Érase una vez, un ave fénix que vivía del fuego eterno. Había nacido junto con la primera llama. Durante muchos años había establecido su nido en el mismo fuego, donde era constantemente abrazado por sus cálidas llamas. No tenía ninguna preocupación pero estaba terriblemente aburrido. Los espíritus del fuego que nacían del mismo fuego eran demasiado juguetones y traviesos para quedarse siempre con él. También se encontraba muy solo.
Tras largos y eternos años viviendo en el fuego que le había visto nacer, tomó la decisión de salir a explorar el mundo punto abrió sus alas y empezó a seguir a sus espíritus de fuego. Les siguió más allá del mundo eterno hasta otro completamente diferente punto. El nuevo mundo estaba lleno de colores, de contrastes y de otras criaturas muy diferentes a él o a los espíritus del fuego. Allí empezó a conocer los diferentes olores que impregnaban el mundo, conoció el día y la noche, el viento y la lluvia que apagaba el fuego pero no a él. Todo era nuevo y todo le impactaba, pero hubo una cosa que le sorprendió más que las otras.

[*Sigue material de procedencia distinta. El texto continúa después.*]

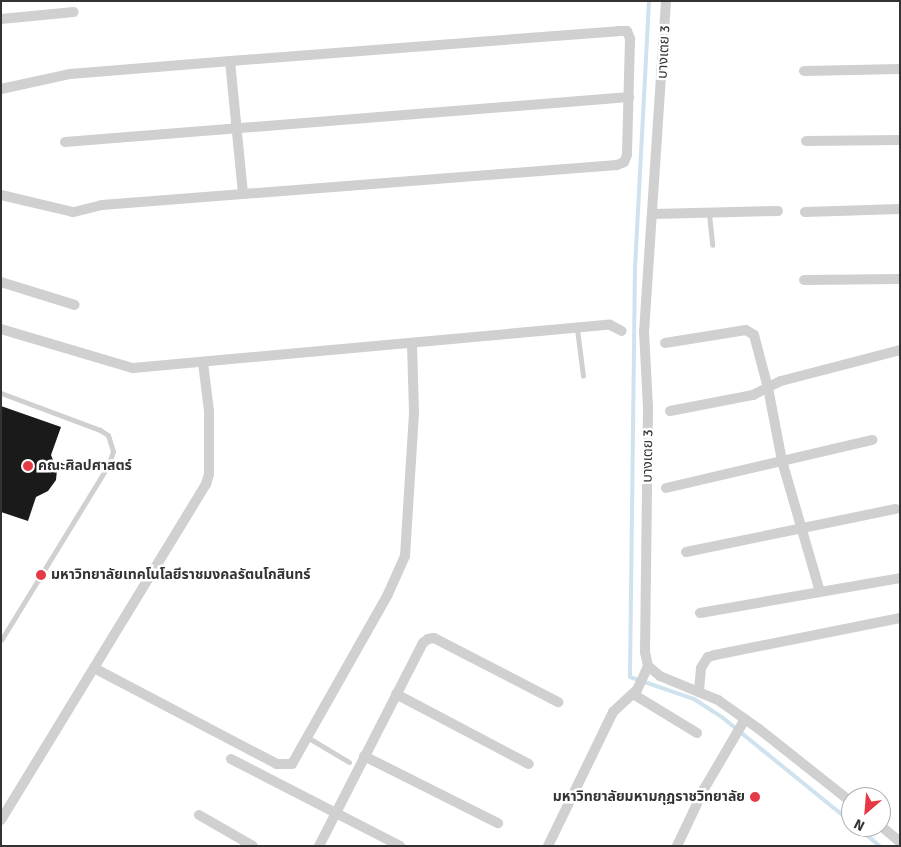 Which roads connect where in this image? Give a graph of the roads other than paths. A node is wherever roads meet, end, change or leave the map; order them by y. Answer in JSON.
{"nodes":[{"id":1,"x":666,"y":1,"type":"edge"},
{"id":2,"x":74,"y":12,"type":"dead end"},
{"id":3,"x":1,"y":20,"type":"edge"},
{"id":4,"x":230,"y":61,"type":"junction"},
{"id":5,"x":900,"y":69,"type":"edge"},
{"id":6,"x":804,"y":71,"type":"dead end"},
{"id":7,"x":1,"y":89,"type":"edge"},
{"id":8,"x":629,"y":97,"type":"junction"},
{"id":9,"x":235,"y":127,"type":"junction"},
{"id":10,"x":900,"y":140,"type":"edge"},
{"id":11,"x":806,"y":141,"type":"dead end"},
{"id":12,"x":65,"y":142,"type":"dead end"},
{"id":13,"x":243,"y":193,"type":"junction"},
{"id":14,"x":1,"y":196,"type":"edge"},
{"id":15,"x":900,"y":209,"type":"edge"},
{"id":16,"x":778,"y":211,"type":"dead end"},
{"id":17,"x":805,"y":212,"type":"dead end"},
{"id":18,"x":654,"y":214,"type":"junction"},
{"id":19,"x":710,"y":214,"type":"junction"},
{"id":20,"x":712,"y":245,"type":"dead end"},
{"id":21,"x":900,"y":278,"type":"edge"},
{"id":22,"x":804,"y":280,"type":"dead end"},
{"id":23,"x":1,"y":282,"type":"edge"},
{"id":24,"x":75,"y":305,"type":"dead end"},
{"id":25,"x":1,"y":329,"type":"edge"},
{"id":26,"x":577,"y":329,"type":"junction"},
{"id":27,"x":622,"y":331,"type":"dead end"},
{"id":28,"x":666,"y":342,"type":"dead end"},
{"id":29,"x":412,"y":344,"type":"junction"},
{"id":30,"x":900,"y":350,"type":"edge"},
{"id":31,"x":203,"y":363,"type":"junction"},
{"id":32,"x":583,"y":376,"type":"dead end"},
{"id":33,"x":768,"y":388,"type":"junction"},
{"id":34,"x":1,"y":393,"type":"edge"},
{"id":35,"x":670,"y":411,"type":"dead end"},
{"id":36,"x":873,"y":440,"type":"dead end"},
{"id":37,"x":782,"y":461,"type":"junction"},
{"id":38,"x":666,"y":488,"type":"dead end"},
{"id":39,"x":896,"y":509,"type":"dead end"},
{"id":40,"x":799,"y":529,"type":"junction"},
{"id":41,"x":686,"y":552,"type":"dead end"},
{"id":42,"x":900,"y":578,"type":"edge"},
{"id":43,"x":820,"y":592,"type":"junction"},
{"id":44,"x":700,"y":613,"type":"dead end"},
{"id":45,"x":900,"y":618,"type":"edge"},
{"id":46,"x":1,"y":640,"type":"edge"},
{"id":47,"x":648,"y":666,"type":"junction"},
{"id":48,"x":94,"y":668,"type":"junction"},
{"id":49,"x":698,"y":690,"type":"junction"},
{"id":50,"x":635,"y":692,"type":"junction"},
{"id":51,"x":396,"y":694,"type":"junction"},
{"id":52,"x":558,"y":702,"type":"dead end"},
{"id":53,"x":743,"y":723,"type":"junction"},
{"id":54,"x":697,"y":733,"type":"dead end"},
{"id":55,"x":307,"y":736,"type":"junction"},
{"id":56,"x":364,"y":756,"type":"junction"},
{"id":57,"x":231,"y":758,"type":"dead end"},
{"id":58,"x":349,"y":762,"type":"dead end"},
{"id":59,"x":529,"y":764,"type":"dead end"},
{"id":60,"x":841,"y":795,"type":"edge"},
{"id":61,"x":334,"y":813,"type":"junction"},
{"id":62,"x":199,"y":815,"type":"dead end"},
{"id":63,"x":1,"y":820,"type":"edge"},
{"id":64,"x":498,"y":823,"type":"dead end"},
{"id":65,"x":253,"y":846,"type":"edge"},
{"id":66,"x":318,"y":846,"type":"edge"},
{"id":67,"x":400,"y":846,"type":"edge"},
{"id":68,"x":548,"y":846,"type":"edge"},
{"id":69,"x":677,"y":846,"type":"edge"}],
"edges":[{"from":1,"to":18,"type":"street","name":"บางเตย 3"},
{"from":2,"to":3,"type":"street"},
{"from":4,"to":7,"type":"street"},
{"from":4,"to":8,"type":"street"},
{"from":4,"to":9,"type":"street"},
{"from":5,"to":6,"type":"street"},
{"from":8,"to":9,"type":"street"},
{"from":8,"to":13,"type":"street"},
{"from":9,"to":12,"type":"street"},
{"from":9,"to":13,"type":"street"},
{"from":10,"to":11,"type":"street"},
{"from":13,"to":14,"type":"street"},
{"from":15,"to":17,"type":"street"},
{"from":16,"to":19,"type":"street"},
{"from":18,"to":19,"type":"street"},
{"from":18,"to":47,"type":"street","name":"บางเตย 3"},
{"from":19,"to":20,"type":"lane"},
{"from":21,"to":22,"type":"street"},
{"from":23,"to":24,"type":"street"},
{"from":25,"to":31,"type":"street"},
{"from":26,"to":27,"type":"street"},
{"from":26,"to":29,"type":"street"},
{"from":26,"to":32,"type":"lane"},
{"from":28,"to":33,"type":"street"},
{"from":29,"to":31,"type":"street"},
{"from":29,"to":55,"type":"street"},
{"from":30,"to":33,"type":"street"},
{"from":31,"to":48,"type":"street"},
{"from":33,"to":35,"type":"street"},
{"from":33,"to":37,"type":"street"},
{"from":34,"to":46,"type":"lane"},
{"from":36,"to":37,"type":"street"},
{"from":37,"to":38,"type":"street"},
{"from":37,"to":40,"type":"street"},
{"from":39,"to":40,"type":"street"},
{"from":40,"to":41,"type":"street"},
{"from":40,"to":43,"type":"street"},
{"from":42,"to":43,"type":"street"},
{"from":43,"to":44,"type":"street"},
{"from":45,"to":49,"type":"street"},
{"from":47,"to":49,"type":"street"},
{"from":47,"to":50,"type":"street"},
{"from":48,"to":55,"type":"street"},
{"from":48,"to":63,"type":"street"},
{"from":49,"to":53,"type":"street"},
{"from":50,"to":54,"type":"street"},
{"from":50,"to":68,"type":"street"},
{"from":51,"to":52,"type":"street"},
{"from":51,"to":56,"type":"street"},
{"from":51,"to":59,"type":"street"},
{"from":53,"to":60,"type":"street"},
{"from":53,"to":69,"type":"street"},
{"from":55,"to":58,"type":"lane"},
{"from":56,"to":61,"type":"street"},
{"from":56,"to":64,"type":"street"},
{"from":57,"to":61,"type":"street"},
{"from":61,"to":66,"type":"street"},
{"from":61,"to":67,"type":"street"},
{"from":62,"to":65,"type":"street"}]}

Mientras volaba por el cielo oyó un grito de auxilio. Al descender, vio a un humano atrapado bajo un montón de tierra y rocas. Se encontraba solo y nadie podía ayudarlo. El fénix no sabía cómo ayudarle y fue a pedir ayuda a alguno de los traviesos espíritus de fuego con los que había acabado trabando amistad. Cuando llegaron el humano ya había muerto. Fue la primera vez que fue testigo de la mortalidad de las criaturas de ese mundo. No habiendo podido ayudar a aquel humano decidió que, en el futuro lograría salvar a toda criatura que se encontrase.
Su misión era casi imposible, pues el mundo estaba lleno de peligros mortales que dificultaban su misión. Pero el fénix seguía intentándolo, mientras los espíritus del fuego, siempre risueños y despreocupados, le pedían que lo dejase, que la muerte siempre estaría ahí, no como ellos que eran inmortales. Al darse cuenta de que no podía morir, también entendió que, por ello, estaba limitado cuando ofrecía su ayuda. No podía salvar a nadie de la muerte si él tampoco tenía miedo de ella.
Pero el fénix no podía morir, en aquel mundo ya había sufrido algunos accidentes pero siempre había sobrevivido. Lo único que podía matarlo era el mismo fuego que le había visto nacer. Los espíritus se miraron horrorizados ante aquella idea, sin embargo no pudieron quitársela de la cabeza y el fénix acabó ardiendo delante de sus ojos. Por primera vez los espíritus del fuego sintieron una terrible pena y dejaron de estar alegres. Sus llamas empezaron a apagarse de la tristeza que sentían cuando una nueva llama empezó a arder donde antes había estado el fénix. Allí, entre las cenizas apareció un polluelo de fénix que les colmó de alegría.
El fénix volvió a crecer, a volar y a ayudar a las criaturas en apuros, y también volvió a quemarse en más de una ocasión, renaciendo siempre de sus cenizas, pues no quería olvidar lo que era morir para entender mejor la vida.